Sangat berbeda dengan perasaan. Berurusan dengan perasaan adalah hal abstrak yang sangat tidak jelas bentuk dan ukuran satuannya. Melihatmu tersenyum, sepertinya kau setuju.

Barangkali kau sedang membenarkan dengan membayangkan kalimat penguatan. Namun berhentilah, biar aku saja yang merakit kata. Kau cukup membaca.

Perasaan memang bukan untuk dipahami, hanya perlu dirasakan, seperti makna harfiahnya. Untuk memahami, kau butuh logika. Sedang untuk menyadari, kau butuh perasaan. Menggunakan keduanya secara bersamaan adalah bentuk keseimbangan untuk menyusuri ketidakjelasan dalam kehidupan.

Kehidupan memang harus dinikmati, bukan? Jangan terlalu serius dengan hanya mengandalkan logika. Namun jangan terlalu perasa hanya dengan mengedepankan perasaan saja. Jalani saja dengan porsi secukupnya. Menjadi terkendali dengan memberikan kontrol diri.

Dengan ini, kau mulai paham kan, mengapa aku menanyakan padamu, “Apakah aku telah benar menerjemahkan perasaan?”

Karena apa yang aku tuliskan adalah yang aku pikirkan. Buah dari logika. Namun yang aku pikirkan adalah perasaan. Hal abstrak yang tidak bisa dijelaskan dengan logika.
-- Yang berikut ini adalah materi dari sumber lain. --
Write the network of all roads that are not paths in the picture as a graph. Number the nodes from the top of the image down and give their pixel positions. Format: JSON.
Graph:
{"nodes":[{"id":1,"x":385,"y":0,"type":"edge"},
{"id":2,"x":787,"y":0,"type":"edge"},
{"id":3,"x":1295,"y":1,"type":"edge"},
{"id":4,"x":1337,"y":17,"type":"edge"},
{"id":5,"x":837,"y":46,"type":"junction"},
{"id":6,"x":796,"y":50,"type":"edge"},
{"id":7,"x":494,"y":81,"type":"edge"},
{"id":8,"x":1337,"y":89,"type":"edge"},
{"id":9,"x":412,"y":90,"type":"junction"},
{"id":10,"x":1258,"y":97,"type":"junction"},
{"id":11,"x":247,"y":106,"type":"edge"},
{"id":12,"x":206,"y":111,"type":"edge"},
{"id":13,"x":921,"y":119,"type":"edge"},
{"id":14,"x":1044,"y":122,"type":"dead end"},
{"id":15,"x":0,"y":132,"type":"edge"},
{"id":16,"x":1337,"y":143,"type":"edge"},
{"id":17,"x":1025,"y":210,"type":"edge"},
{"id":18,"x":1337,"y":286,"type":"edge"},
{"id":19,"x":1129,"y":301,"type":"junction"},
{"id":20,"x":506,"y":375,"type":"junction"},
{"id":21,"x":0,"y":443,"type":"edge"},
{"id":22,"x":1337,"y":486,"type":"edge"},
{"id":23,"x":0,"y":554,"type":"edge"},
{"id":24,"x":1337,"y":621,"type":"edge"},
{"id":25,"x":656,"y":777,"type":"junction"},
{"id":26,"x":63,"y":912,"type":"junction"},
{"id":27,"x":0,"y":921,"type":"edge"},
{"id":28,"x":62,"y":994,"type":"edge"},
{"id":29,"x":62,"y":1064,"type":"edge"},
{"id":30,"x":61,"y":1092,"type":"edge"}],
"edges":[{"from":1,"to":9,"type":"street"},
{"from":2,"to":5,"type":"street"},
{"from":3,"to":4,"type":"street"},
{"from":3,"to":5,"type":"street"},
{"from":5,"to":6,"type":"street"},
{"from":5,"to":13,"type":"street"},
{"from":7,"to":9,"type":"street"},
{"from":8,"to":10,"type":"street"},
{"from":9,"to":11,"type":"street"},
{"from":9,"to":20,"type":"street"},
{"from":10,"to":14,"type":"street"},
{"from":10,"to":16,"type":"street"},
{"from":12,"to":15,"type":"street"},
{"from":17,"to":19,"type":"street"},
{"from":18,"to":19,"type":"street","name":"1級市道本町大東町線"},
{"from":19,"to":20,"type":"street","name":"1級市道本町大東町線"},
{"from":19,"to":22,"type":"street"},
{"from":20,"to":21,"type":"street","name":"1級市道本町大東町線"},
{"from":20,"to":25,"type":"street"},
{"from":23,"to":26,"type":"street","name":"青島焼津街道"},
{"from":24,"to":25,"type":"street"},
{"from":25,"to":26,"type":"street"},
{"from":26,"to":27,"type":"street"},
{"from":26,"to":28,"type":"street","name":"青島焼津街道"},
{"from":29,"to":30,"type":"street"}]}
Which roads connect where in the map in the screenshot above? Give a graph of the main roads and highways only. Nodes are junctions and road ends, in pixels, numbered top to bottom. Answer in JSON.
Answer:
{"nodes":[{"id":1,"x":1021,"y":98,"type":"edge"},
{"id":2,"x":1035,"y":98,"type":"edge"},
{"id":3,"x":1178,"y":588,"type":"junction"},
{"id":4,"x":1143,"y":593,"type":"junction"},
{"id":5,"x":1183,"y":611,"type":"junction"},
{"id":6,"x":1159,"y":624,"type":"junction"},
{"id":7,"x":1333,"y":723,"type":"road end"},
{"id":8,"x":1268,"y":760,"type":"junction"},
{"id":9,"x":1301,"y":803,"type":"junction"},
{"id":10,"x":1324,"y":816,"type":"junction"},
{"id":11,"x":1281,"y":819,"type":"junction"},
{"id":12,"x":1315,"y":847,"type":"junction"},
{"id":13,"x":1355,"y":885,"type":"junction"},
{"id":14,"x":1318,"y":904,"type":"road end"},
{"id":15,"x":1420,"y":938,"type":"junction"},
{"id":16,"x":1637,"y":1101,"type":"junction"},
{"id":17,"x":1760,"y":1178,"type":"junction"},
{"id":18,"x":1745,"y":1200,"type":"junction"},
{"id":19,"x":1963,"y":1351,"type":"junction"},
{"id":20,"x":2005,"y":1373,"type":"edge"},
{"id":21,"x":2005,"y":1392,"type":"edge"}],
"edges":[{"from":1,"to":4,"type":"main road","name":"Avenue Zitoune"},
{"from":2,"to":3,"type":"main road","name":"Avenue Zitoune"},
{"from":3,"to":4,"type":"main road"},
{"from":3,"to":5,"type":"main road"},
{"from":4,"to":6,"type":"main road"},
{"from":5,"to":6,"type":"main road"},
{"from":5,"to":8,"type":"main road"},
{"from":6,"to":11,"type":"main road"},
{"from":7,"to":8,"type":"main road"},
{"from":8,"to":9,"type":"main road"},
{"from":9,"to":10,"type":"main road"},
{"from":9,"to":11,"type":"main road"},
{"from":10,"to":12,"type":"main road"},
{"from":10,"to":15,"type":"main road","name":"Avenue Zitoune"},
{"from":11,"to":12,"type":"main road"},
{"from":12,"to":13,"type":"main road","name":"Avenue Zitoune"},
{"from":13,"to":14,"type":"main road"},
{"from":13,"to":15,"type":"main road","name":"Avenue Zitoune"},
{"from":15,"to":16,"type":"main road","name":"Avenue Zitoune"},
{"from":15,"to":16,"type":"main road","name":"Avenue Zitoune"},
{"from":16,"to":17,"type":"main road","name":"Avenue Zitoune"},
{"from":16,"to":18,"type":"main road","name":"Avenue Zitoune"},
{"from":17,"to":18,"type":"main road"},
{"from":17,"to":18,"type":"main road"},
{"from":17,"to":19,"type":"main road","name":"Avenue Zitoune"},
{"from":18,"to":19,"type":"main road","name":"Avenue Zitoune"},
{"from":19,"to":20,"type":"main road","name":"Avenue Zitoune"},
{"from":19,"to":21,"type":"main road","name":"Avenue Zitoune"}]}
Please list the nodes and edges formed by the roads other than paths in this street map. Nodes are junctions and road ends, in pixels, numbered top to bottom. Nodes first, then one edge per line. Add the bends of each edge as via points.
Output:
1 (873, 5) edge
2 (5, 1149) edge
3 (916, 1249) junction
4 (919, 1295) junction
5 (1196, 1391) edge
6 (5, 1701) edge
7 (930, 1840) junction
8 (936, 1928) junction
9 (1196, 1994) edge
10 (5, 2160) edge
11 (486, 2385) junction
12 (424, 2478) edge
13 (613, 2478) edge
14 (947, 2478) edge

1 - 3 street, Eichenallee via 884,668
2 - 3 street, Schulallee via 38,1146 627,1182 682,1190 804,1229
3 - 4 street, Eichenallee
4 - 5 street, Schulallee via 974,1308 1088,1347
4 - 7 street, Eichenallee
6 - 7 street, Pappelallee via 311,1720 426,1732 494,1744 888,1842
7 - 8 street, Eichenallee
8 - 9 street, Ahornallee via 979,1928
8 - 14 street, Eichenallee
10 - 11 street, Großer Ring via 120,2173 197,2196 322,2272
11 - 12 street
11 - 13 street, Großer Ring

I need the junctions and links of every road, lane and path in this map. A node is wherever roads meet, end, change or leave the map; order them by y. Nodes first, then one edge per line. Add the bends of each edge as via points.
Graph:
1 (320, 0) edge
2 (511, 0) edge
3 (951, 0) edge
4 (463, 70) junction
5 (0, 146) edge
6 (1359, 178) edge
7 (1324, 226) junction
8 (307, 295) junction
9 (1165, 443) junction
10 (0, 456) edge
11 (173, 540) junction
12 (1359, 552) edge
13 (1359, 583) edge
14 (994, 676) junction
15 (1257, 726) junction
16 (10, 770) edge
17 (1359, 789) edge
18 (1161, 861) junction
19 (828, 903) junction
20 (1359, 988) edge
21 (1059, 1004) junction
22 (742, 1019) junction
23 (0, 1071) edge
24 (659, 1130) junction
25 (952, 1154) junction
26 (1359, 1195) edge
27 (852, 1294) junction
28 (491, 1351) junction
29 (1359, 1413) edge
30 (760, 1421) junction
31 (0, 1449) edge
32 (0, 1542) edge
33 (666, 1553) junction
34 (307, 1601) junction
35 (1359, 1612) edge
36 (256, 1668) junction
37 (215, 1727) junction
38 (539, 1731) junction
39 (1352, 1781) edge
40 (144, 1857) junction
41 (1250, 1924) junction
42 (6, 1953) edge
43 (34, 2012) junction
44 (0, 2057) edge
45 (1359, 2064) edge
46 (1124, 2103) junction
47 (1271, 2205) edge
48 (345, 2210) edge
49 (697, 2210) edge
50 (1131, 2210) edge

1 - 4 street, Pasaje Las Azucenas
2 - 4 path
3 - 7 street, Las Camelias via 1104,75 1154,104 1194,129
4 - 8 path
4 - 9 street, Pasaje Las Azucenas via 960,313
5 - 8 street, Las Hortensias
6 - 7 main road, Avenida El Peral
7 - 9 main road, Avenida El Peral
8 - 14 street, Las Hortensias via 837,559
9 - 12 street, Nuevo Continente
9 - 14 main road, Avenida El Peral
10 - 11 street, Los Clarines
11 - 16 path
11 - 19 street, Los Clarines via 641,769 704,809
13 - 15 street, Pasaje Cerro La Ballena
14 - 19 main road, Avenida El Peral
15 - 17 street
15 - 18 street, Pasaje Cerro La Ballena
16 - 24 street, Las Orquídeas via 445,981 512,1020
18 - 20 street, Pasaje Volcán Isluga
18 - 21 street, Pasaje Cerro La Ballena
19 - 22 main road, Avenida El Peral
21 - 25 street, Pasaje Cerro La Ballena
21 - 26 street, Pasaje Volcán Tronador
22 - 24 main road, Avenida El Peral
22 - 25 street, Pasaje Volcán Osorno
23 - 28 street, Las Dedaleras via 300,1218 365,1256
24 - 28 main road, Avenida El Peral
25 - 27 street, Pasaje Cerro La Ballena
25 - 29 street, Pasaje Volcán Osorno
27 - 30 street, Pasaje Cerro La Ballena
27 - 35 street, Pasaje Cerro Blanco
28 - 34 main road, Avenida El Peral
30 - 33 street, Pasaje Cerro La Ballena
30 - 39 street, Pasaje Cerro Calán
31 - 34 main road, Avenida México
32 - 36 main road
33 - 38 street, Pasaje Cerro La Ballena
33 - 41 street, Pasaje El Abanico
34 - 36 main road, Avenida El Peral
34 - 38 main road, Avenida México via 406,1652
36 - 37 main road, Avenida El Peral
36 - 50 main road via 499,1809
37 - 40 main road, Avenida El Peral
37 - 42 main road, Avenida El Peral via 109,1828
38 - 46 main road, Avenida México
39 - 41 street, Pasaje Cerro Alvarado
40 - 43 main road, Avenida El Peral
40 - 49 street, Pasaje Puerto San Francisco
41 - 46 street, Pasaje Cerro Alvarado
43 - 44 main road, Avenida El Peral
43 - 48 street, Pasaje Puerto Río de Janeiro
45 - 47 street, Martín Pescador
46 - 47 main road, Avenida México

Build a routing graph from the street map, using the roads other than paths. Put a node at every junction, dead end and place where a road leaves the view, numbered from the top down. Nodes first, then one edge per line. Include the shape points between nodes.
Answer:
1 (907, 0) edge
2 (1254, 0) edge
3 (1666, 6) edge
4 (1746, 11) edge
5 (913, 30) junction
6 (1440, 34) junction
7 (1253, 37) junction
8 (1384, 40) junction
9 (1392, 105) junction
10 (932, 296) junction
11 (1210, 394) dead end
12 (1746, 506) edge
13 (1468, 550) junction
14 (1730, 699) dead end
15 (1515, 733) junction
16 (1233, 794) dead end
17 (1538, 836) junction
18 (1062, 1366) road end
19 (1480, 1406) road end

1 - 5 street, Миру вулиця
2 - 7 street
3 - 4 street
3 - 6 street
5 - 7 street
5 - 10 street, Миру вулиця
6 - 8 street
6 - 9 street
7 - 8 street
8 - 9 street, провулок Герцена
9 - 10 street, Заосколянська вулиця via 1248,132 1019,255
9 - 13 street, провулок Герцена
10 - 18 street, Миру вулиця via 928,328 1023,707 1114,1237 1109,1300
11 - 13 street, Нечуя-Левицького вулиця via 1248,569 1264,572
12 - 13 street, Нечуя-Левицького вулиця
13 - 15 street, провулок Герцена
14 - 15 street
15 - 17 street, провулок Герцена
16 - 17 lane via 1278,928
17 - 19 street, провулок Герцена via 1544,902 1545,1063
Jangan tersenyum. Aku sudahi, ya.

Salam hangat,

Yayan Dwi Krisdiantoro

Kadang berpikir hanya membuatmu diam di tempat. Kadang menjadi perasa hanya membuatmu tak terkendali. Dan kadang, hal yang kau percaya ternyata tak lain hanya sekadar secuil debu yang tak bisa dibandingkan dengan besarnya galaksi dan alam semesta. Terserah kau memandangnya dari mana.